GOAL OF THE EXERCISE: Every line of the data that contains the string "nowrap" must be copied.

PROVIDED RECORDS:

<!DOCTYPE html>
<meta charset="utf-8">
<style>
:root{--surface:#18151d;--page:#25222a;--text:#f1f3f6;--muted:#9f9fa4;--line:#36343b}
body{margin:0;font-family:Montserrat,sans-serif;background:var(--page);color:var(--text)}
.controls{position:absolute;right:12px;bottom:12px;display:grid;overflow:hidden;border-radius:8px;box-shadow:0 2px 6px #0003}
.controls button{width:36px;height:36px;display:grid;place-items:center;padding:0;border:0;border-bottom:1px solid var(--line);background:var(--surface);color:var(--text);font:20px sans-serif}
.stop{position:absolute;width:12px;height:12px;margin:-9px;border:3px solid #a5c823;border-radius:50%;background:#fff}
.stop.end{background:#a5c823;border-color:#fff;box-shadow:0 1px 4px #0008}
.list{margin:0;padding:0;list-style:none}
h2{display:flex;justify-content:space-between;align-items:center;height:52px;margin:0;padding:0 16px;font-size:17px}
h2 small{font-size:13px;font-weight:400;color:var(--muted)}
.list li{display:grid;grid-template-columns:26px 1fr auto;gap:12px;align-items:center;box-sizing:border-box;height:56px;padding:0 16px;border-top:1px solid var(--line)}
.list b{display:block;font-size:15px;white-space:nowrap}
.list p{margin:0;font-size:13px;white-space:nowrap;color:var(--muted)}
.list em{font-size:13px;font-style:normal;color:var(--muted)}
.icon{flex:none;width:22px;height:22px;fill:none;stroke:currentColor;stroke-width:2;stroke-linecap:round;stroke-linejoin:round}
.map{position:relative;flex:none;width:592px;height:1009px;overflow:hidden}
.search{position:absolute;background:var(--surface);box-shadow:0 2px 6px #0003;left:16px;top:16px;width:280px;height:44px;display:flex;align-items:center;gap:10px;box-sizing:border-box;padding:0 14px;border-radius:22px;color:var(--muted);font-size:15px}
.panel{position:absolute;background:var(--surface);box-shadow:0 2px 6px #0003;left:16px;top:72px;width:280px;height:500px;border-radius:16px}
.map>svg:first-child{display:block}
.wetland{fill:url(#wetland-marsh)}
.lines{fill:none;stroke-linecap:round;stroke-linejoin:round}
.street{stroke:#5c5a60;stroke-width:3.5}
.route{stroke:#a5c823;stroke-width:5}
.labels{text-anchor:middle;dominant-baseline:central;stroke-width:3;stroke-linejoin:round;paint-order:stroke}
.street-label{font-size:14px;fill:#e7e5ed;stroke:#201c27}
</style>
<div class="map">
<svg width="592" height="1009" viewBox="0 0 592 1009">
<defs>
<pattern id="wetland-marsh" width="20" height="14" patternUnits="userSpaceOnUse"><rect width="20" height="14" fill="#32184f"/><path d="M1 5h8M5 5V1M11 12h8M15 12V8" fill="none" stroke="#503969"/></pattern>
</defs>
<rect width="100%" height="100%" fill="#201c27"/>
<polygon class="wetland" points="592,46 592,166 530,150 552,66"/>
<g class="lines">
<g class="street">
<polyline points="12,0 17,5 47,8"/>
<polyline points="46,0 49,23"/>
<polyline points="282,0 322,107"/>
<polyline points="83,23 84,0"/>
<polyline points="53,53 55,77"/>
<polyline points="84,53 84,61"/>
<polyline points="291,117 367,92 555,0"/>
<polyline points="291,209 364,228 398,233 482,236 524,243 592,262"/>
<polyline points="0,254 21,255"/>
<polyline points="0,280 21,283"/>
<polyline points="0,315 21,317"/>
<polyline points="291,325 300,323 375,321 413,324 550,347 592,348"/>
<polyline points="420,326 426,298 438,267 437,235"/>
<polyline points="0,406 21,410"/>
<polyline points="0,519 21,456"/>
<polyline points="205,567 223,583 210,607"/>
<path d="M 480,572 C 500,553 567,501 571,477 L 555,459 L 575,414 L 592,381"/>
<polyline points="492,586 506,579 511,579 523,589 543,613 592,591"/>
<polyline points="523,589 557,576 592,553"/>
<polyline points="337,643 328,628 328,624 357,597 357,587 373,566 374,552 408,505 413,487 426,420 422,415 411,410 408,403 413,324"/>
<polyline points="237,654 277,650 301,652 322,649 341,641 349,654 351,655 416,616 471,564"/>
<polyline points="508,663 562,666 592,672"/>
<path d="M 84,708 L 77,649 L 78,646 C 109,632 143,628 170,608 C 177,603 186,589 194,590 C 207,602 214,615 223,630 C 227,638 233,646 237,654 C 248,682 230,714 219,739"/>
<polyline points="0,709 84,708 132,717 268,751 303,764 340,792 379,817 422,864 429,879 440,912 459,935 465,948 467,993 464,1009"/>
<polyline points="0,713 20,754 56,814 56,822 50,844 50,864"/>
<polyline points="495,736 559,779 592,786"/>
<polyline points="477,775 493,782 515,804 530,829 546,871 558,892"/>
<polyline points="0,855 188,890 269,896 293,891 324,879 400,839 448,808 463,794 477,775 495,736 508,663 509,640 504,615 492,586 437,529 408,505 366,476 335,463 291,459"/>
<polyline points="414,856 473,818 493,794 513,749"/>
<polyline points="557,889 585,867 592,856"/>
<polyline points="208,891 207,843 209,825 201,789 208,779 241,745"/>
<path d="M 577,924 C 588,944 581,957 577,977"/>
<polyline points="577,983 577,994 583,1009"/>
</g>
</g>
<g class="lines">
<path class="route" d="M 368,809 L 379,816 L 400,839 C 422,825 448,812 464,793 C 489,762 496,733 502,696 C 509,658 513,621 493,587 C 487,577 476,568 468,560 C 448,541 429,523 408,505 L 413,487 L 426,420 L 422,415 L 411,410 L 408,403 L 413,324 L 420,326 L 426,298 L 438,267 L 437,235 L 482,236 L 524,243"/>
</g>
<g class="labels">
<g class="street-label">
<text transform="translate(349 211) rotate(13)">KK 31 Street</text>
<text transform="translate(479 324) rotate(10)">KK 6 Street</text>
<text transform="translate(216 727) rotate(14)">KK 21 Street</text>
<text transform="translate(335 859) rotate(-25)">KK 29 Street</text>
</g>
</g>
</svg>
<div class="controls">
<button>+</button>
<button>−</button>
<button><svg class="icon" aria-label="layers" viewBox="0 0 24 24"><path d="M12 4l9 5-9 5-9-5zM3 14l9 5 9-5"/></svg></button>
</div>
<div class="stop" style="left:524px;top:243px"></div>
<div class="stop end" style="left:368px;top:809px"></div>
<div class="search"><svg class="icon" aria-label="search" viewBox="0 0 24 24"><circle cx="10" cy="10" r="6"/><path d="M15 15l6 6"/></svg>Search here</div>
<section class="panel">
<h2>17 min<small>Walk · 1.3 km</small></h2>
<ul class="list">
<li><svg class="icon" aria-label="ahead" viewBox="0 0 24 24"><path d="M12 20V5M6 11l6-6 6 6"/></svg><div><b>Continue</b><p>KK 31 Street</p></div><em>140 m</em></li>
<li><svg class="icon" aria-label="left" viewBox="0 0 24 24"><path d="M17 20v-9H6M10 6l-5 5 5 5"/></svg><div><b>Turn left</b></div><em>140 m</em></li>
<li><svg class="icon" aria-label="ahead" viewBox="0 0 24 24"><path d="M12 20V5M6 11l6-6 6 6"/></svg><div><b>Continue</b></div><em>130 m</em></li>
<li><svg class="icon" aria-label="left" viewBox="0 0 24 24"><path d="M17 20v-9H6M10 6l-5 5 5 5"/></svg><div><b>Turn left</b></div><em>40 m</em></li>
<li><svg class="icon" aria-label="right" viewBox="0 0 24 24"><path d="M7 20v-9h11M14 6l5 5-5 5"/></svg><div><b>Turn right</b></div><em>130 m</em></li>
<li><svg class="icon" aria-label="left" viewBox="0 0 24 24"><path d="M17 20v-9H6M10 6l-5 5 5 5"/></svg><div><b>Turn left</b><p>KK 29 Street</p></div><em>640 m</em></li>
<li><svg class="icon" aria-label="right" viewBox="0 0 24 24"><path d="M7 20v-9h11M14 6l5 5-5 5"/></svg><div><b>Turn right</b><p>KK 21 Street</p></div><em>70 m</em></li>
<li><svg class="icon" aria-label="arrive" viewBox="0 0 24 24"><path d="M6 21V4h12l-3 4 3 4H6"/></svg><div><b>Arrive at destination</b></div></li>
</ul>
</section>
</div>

SOLUTION TO THE PROBLEM:
.list b{display:block;font-size:15px;white-space:nowrap}
.list p{margin:0;font-size:13px;white-space:nowrap;color:var(--muted)}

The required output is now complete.